Este viernes 26 de junio el programa Hoy No Circula vuelve a operar de manera habitual en la Ciudad de México y el Estado de México, como parte de las acciones implementadas para reducir los niveles de contaminación en la Zona Metropolitana del Valle de México.
La medida, coordinada por la Comisión Ambiental de la Megalópolis, busca disminuir la emisión de contaminantes provenientes de vehículos automotores, especialmente en días donde las condiciones atmosféricas pueden favorecer la acumulación de ozono y partículas suspendidas.
¿Qué vehículos no circulan este viernes 26 de junio?
De acuerdo con el calendario oficial del programa, este viernes deben suspender su circulación los vehículos con:
- Engomado azul
- Terminación de placas 9 y 0
- Holograma de verificación 1 y 2
Estas restricciones aplican tanto en las 16 alcaldías de la Ciudad de México como en los municipios conurbados del Estado de México que forman parte del programa ambiental.
La medida se mantiene activa desde las primeras horas del día y hasta la noche, por lo que las autoridades recomiendan a los automovilistas revisar sus documentos y evitar contratiempos.

Vehículos que pueden circular sin restricción por el Hoy No Circula
No todos los vehículos están sujetos a estas limitaciones.

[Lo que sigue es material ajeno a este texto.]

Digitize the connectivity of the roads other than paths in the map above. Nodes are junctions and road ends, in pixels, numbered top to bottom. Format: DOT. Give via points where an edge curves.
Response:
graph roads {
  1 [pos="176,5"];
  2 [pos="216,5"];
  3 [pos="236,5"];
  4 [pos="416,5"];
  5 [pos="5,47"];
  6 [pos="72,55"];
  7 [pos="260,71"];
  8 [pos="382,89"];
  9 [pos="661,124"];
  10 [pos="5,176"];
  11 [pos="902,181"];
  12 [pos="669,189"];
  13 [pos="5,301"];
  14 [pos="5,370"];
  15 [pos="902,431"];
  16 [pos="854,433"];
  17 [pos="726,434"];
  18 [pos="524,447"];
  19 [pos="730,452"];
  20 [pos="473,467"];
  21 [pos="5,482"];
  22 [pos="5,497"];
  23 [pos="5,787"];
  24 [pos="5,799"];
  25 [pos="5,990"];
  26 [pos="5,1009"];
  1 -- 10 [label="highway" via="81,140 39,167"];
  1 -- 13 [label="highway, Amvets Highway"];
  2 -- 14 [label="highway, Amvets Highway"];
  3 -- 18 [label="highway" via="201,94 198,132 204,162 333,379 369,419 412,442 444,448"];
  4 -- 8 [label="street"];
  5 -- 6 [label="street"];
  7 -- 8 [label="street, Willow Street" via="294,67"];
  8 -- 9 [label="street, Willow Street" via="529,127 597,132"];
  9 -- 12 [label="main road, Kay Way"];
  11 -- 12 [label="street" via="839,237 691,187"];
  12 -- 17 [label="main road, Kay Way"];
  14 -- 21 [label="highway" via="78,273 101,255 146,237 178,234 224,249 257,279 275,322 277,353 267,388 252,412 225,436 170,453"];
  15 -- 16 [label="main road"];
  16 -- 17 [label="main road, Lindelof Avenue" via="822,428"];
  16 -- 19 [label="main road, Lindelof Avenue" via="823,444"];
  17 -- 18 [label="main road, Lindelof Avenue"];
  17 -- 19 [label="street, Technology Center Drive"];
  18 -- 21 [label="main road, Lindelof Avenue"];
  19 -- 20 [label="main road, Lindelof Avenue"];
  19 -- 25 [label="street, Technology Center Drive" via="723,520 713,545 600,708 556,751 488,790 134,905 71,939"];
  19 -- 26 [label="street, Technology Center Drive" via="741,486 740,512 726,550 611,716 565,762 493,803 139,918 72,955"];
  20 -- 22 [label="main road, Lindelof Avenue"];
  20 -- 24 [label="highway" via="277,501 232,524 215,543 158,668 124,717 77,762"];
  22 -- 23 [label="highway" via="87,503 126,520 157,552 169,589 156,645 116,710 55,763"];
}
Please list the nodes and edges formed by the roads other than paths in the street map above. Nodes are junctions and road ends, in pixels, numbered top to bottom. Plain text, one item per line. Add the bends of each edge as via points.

Entre los que están exentos del programa se encuentran:
- Autos con holograma 0 y 00
- Vehículos eléctricos e híbridos
- Motocicletas
- Transporte público
- Unidades de emergencia y servicios médicos
- Algunos vehículos foráneos con permisos ambientales vigentes
Estos automóviles pueden circular de forma regular incluso en días de restricción.

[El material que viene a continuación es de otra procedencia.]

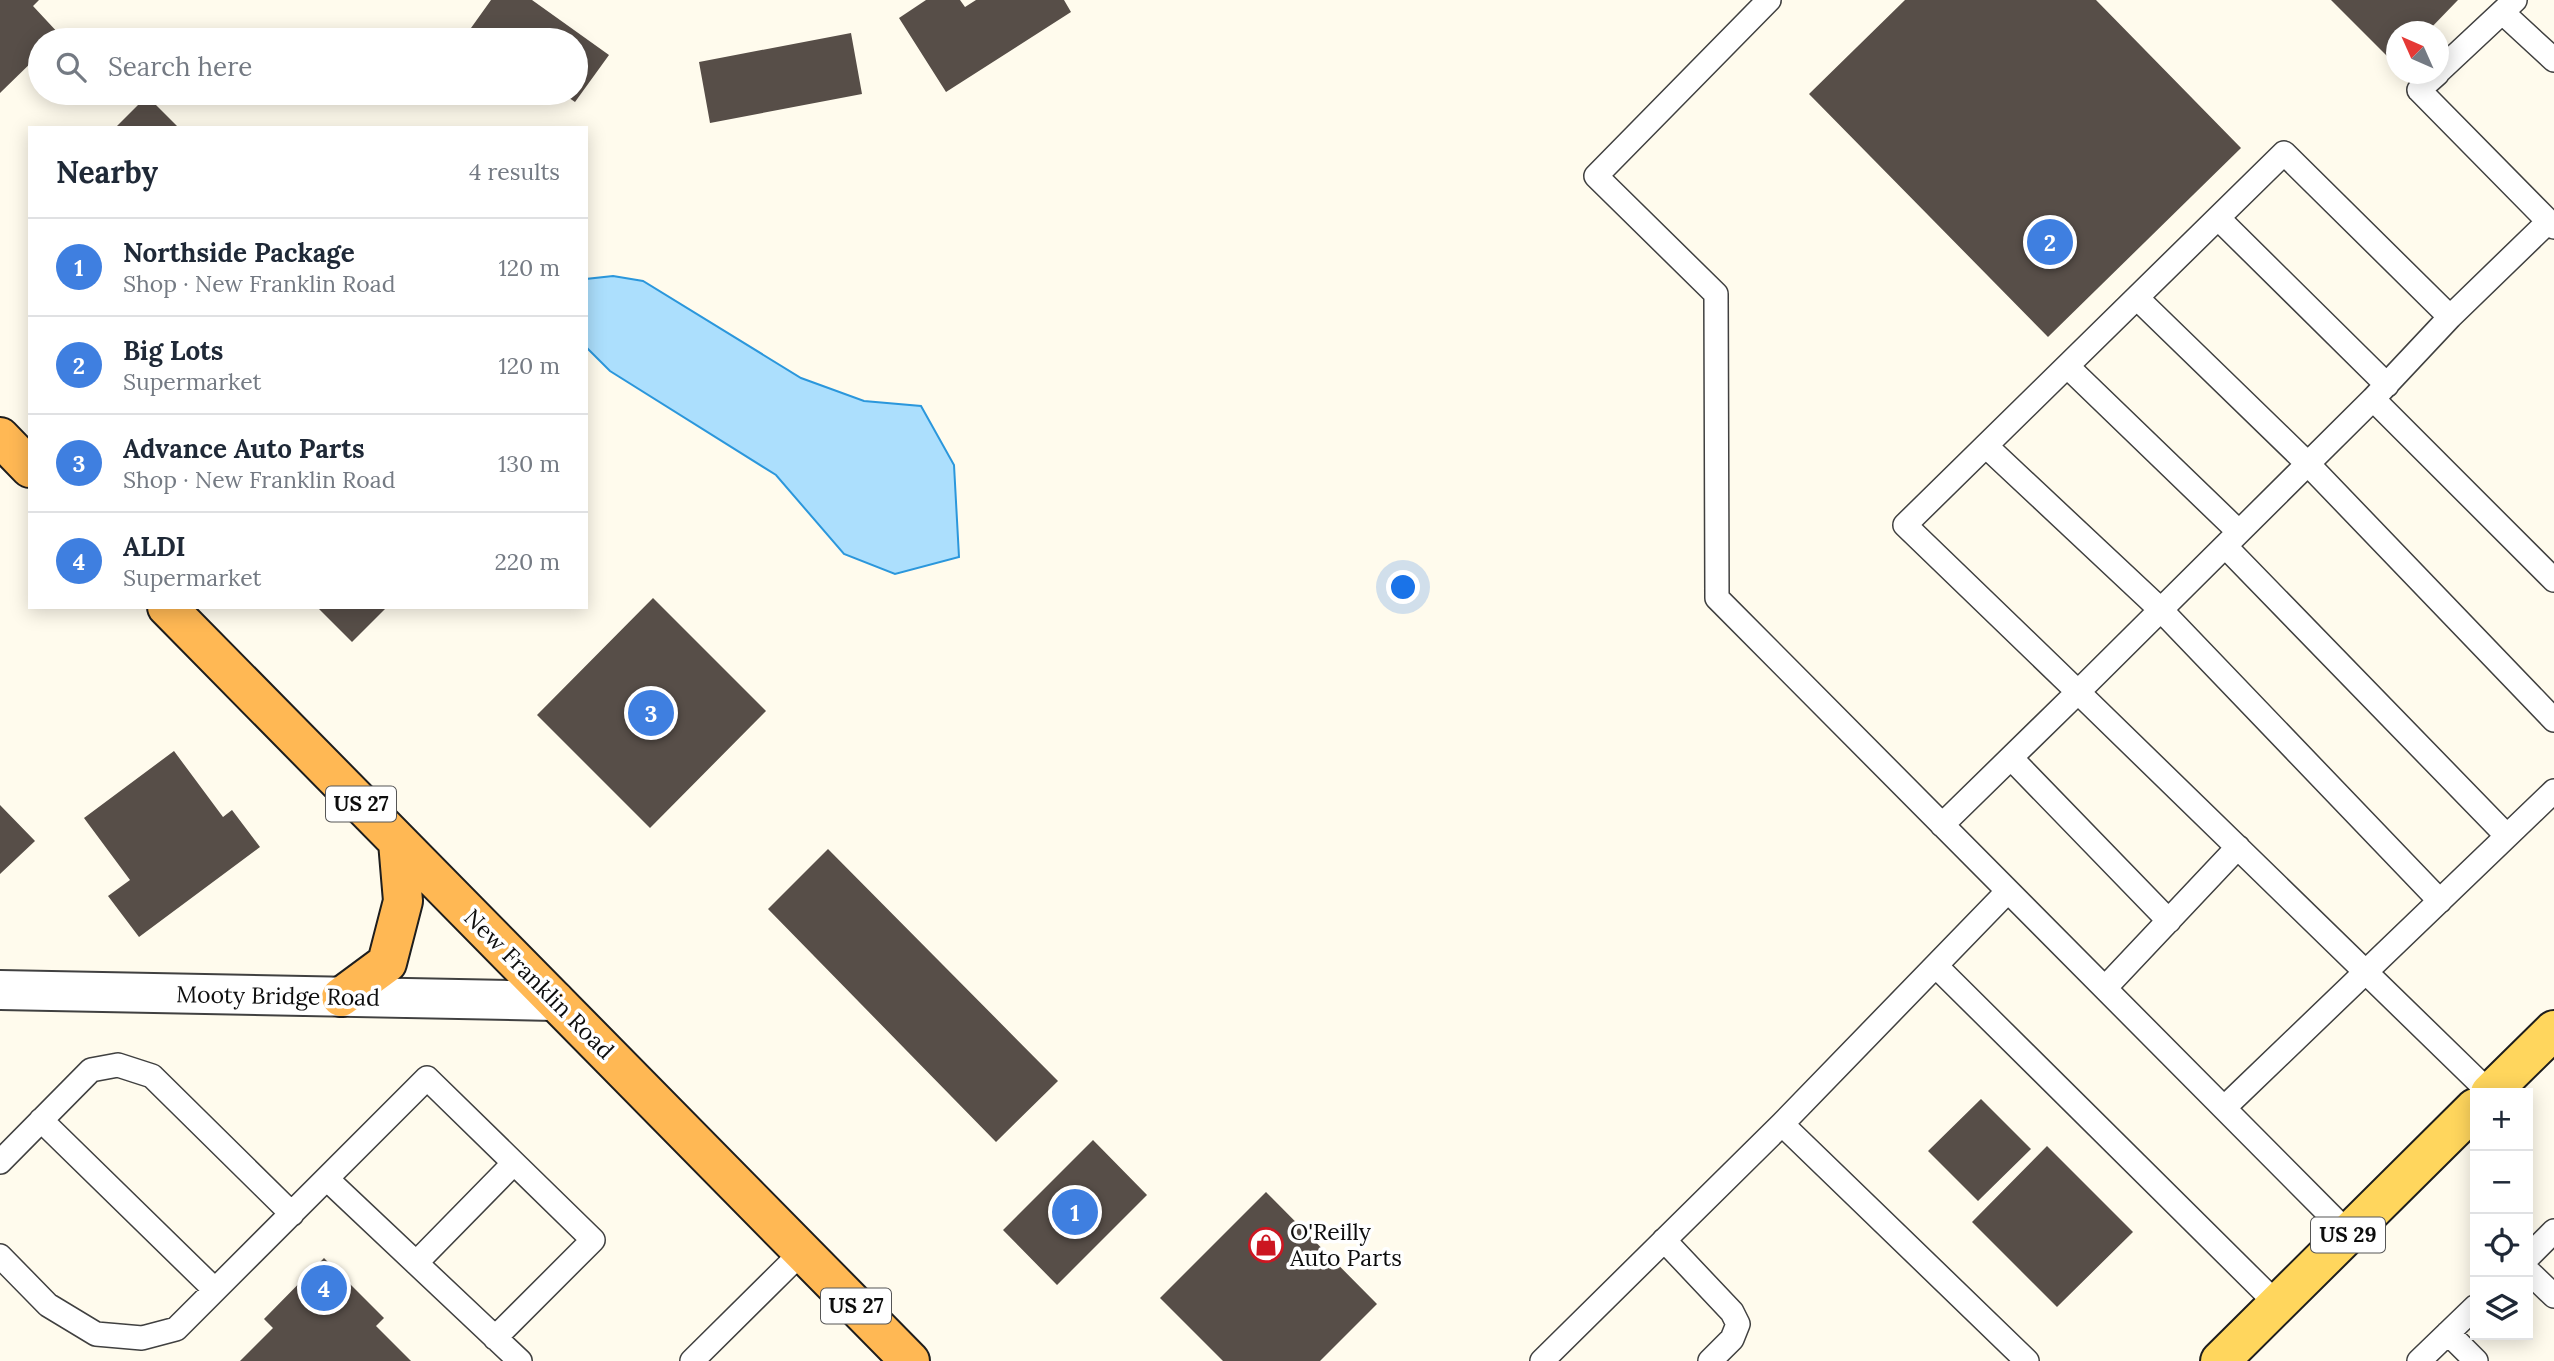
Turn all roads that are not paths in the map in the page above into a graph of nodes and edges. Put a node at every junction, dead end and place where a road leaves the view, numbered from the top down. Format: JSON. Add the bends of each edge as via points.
{"nodes":[{"id":1,"x":1769,"y":0,"type":"edge"},
{"id":2,"x":2509,"y":6,"type":"edge"},
{"id":3,"x":2554,"y":60,"type":"edge"},
{"id":4,"x":2449,"y":63,"type":"edge"},
{"id":5,"x":2426,"y":84,"type":"edge"},
{"id":6,"x":2218,"y":218,"type":"junction"},
{"id":7,"x":2551,"y":224,"type":"edge"},
{"id":8,"x":2137,"y":298,"type":"junction"},
{"id":9,"x":2450,"y":317,"type":"junction"},
{"id":10,"x":2067,"y":366,"type":"junction"},
{"id":11,"x":2380,"y":392,"type":"junction"},
{"id":12,"x":0,"y":437,"type":"edge"},
{"id":13,"x":1986,"y":446,"type":"junction"},
{"id":14,"x":2308,"y":464,"type":"junction"},
{"id":15,"x":28,"y":466,"type":"edge"},
{"id":16,"x":2232,"y":539,"type":"junction"},
{"id":17,"x":2554,"y":580,"type":"edge"},
{"id":18,"x":169,"y":609,"type":"edge"},
{"id":19,"x":2161,"y":610,"type":"junction"},
{"id":20,"x":2078,"y":692,"type":"junction"},
{"id":21,"x":2554,"y":720,"type":"edge"},
{"id":22,"x":2011,"y":758,"type":"junction"},
{"id":23,"x":2554,"y":791,"type":"edge"},
{"id":24,"x":1942,"y":825,"type":"junction"},
{"id":25,"x":2507,"y":836,"type":"junction"},
{"id":26,"x":398,"y":842,"type":"junction"},
{"id":27,"x":2238,"y":847,"type":"junction"},
{"id":28,"x":2008,"y":891,"type":"junction"},
{"id":29,"x":2440,"y":901,"type":"junction"},
{"id":30,"x":2169,"y":921,"type":"junction"},
{"id":31,"x":1936,"y":966,"type":"junction"},
{"id":32,"x":2366,"y":972,"type":"junction"},
{"id":33,"x":2105,"y":988,"type":"junction"},
{"id":34,"x":0,"y":990,"type":"edge"},
{"id":35,"x":341,"y":997,"type":"junction"},
{"id":36,"x":555,"y":1001,"type":"junction"},
{"id":37,"x":2554,"y":1030,"type":"edge"},
{"id":38,"x":2485,"y":1088,"type":"edge"},
{"id":39,"x":2495,"y":1088,"type":"edge"},
{"id":40,"x":2224,"y":1108,"type":"junction"},
{"id":41,"x":2470,"y":1113,"type":"edge"},
{"id":42,"x":41,"y":1121,"type":"junction"},
{"id":43,"x":1782,"y":1124,"type":"junction"},
{"id":44,"x":0,"y":1162,"type":"edge"},
{"id":45,"x":514,"y":1163,"type":"junction"},
{"id":46,"x":327,"y":1179,"type":"junction"},
{"id":47,"x":292,"y":1214,"type":"junction"},
{"id":48,"x":2554,"y":1231,"type":"edge"},
{"id":49,"x":2349,"y":1234,"type":"junction"},
{"id":50,"x":1664,"y":1240,"type":"junction"},
{"id":51,"x":802,"y":1252,"type":"junction"},
{"id":52,"x":2533,"y":1252,"type":"edge"},
{"id":53,"x":0,"y":1256,"type":"edge"},
{"id":54,"x":416,"y":1263,"type":"junction"},
{"id":55,"x":2533,"y":1276,"type":"edge"},
{"id":56,"x":215,"y":1290,"type":"junction"},
{"id":57,"x":2554,"y":1296,"type":"edge"},
{"id":58,"x":2277,"y":1304,"type":"junction"},
{"id":59,"x":2470,"y":1312,"type":"edge"},
{"id":60,"x":2448,"y":1334,"type":"junction"},
{"id":61,"x":495,"y":1338,"type":"junction"},
{"id":62,"x":520,"y":1361,"type":"edge"},
{"id":63,"x":692,"y":1361,"type":"edge"},
{"id":64,"x":909,"y":1361,"type":"edge"},
{"id":65,"x":1542,"y":1361,"type":"edge"},
{"id":66,"x":1710,"y":1361,"type":"edge"},
{"id":67,"x":2027,"y":1361,"type":"edge"},
{"id":68,"x":2220,"y":1361,"type":"edge"},
{"id":69,"x":2419,"y":1361,"type":"edge"},
{"id":70,"x":2476,"y":1361,"type":"edge"}],
"edges":[{"from":1,"to":24,"type":"lane","via":[[1596,176],[1716,294],[1717,598]]},
{"from":2,"to":3,"type":"lane"},
{"from":2,"to":4,"type":"lane"},
{"from":5,"to":7,"type":"lane","via":[[2419,90]]},
{"from":6,"to":8,"type":"lane"},
{"from":6,"to":9,"type":"lane","via":[[2284,153]]},
{"from":6,"to":11,"type":"lane"},
{"from":7,"to":9,"type":"lane"},
{"from":8,"to":10,"type":"lane"},
{"from":8,"to":14,"type":"lane"},
{"from":9,"to":11,"type":"lane"},
{"from":10,"to":13,"type":"lane"},
{"from":10,"to":16,"type":"lane"},
{"from":11,"to":14,"type":"lane"},
{"from":11,"to":17,"type":"lane"},
{"from":12,"to":15,"type":"highway"},
{"from":13,"to":19,"type":"lane"},
{"from":13,"to":20,"type":"lane","via":[[1905,525]]},
{"from":14,"to":16,"type":"lane"},
{"from":14,"to":21,"type":"lane"},
{"from":16,"to":19,"type":"lane"},
{"from":16,"to":25,"type":"lane"},
{"from":18,"to":26,"type":"highway","name":"New Franklin Road","number":"US 27"},
{"from":19,"to":20,"type":"lane"},
{"from":19,"to":29,"type":"lane"},
{"from":20,"to":22,"type":"lane"},
{"from":20,"to":27,"type":"lane"},
{"from":22,"to":24,"type":"lane"},
{"from":22,"to":30,"type":"lane"},
{"from":23,"to":25,"type":"lane"},
{"from":24,"to":28,"type":"lane"},
{"from":25,"to":29,"type":"lane"},
{"from":26,"to":35,"type":"highway","via":[[403,901],[387,962]]},
{"from":26,"to":36,"type":"highway","name":"New Franklin Road","number":"US 27"},
{"from":27,"to":30,"type":"lane"},
{"from":27,"to":32,"type":"lane"},
{"from":28,"to":31,"type":"lane"},
{"from":28,"to":33,"type":"lane"},
{"from":29,"to":32,"type":"lane"},
{"from":30,"to":33,"type":"lane"},
{"from":31,"to":43,"type":"lane"},
{"from":31,"to":58,"type":"lane"},
{"from":32,"to":38,"type":"lane"},
{"from":32,"to":40,"type":"lane"},
{"from":33,"to":40,"type":"lane"},
{"from":34,"to":35,"type":"street","name":"Mooty Bridge Road"},
{"from":35,"to":36,"type":"street","name":"Mooty Bridge Road"},
{"from":36,"to":51,"type":"highway","name":"New Franklin Road","number":"US 27"},
{"from":37,"to":39,"type":"main road"},
{"from":40,"to":49,"type":"lane"},
{"from":41,"to":49,"type":"main road","number":"US 29"},
{"from":42,"to":44,"type":"lane"},
{"from":42,"to":47,"type":"lane","via":[[91,1070],[118,1065],[152,1076]]},
{"from":42,"to":56,"type":"lane"},
{"from":43,"to":50,"type":"lane"},
{"from":43,"to":67,"type":"lane"},
{"from":45,"to":46,"type":"lane","via":[[427,1078]]},
{"from":45,"to":54,"type":"lane"},
{"from":45,"to":61,"type":"lane","via":[[593,1240]]},
{"from":46,"to":47,"type":"lane"},
{"from":46,"to":54,"type":"lane"},
{"from":47,"to":56,"type":"lane"},
{"from":48,"to":52,"type":"lane"},
{"from":49,"to":58,"type":"main road","number":"US 29"},
{"from":50,"to":65,"type":"lane"},
{"from":50,"to":66,"type":"lane","via":[[1738,1324],[1732,1339]]},
{"from":51,"to":63,"type":"lane"},
{"from":51,"to":64,"type":"highway","name":"New Franklin Road","number":"US 27"},
{"from":53,"to":56,"type":"lane","via":[[48,1305],[96,1334],[142,1338],[176,1329]]},
{"from":54,"to":61,"type":"lane"},
{"from":55,"to":57,"type":"lane"},
{"from":58,"to":68,"type":"main road","number":"US 29"},
{"from":59,"to":60,"type":"lane"},
{"from":60,"to":69,"type":"lane"},
{"from":60,"to":70,"type":"lane"},
{"from":61,"to":62,"type":"lane"}]}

Calendario semanal del Hoy No Circula
El programa se aplica de manera rotativa durante la semana:
- Lunes: engomado amarillo (5 y 6)
- Martes: engomado rosa (7 y 8)
- Miércoles: engomado rojo (3 y 4)
- Jueves: engomado verde (1 y 2)
- Viernes: engomado azul (9 y 0)
Es importante señalar que de no respetar el programa puede generar sanciones económicas que van aproximadamente de 20 a 30 UMA, lo que equivale a más de 3 mil pesos, además de la posibilidad de que el vehículo sea remitido al corralón, lo que incrementa el costo final por arrastre y estancia.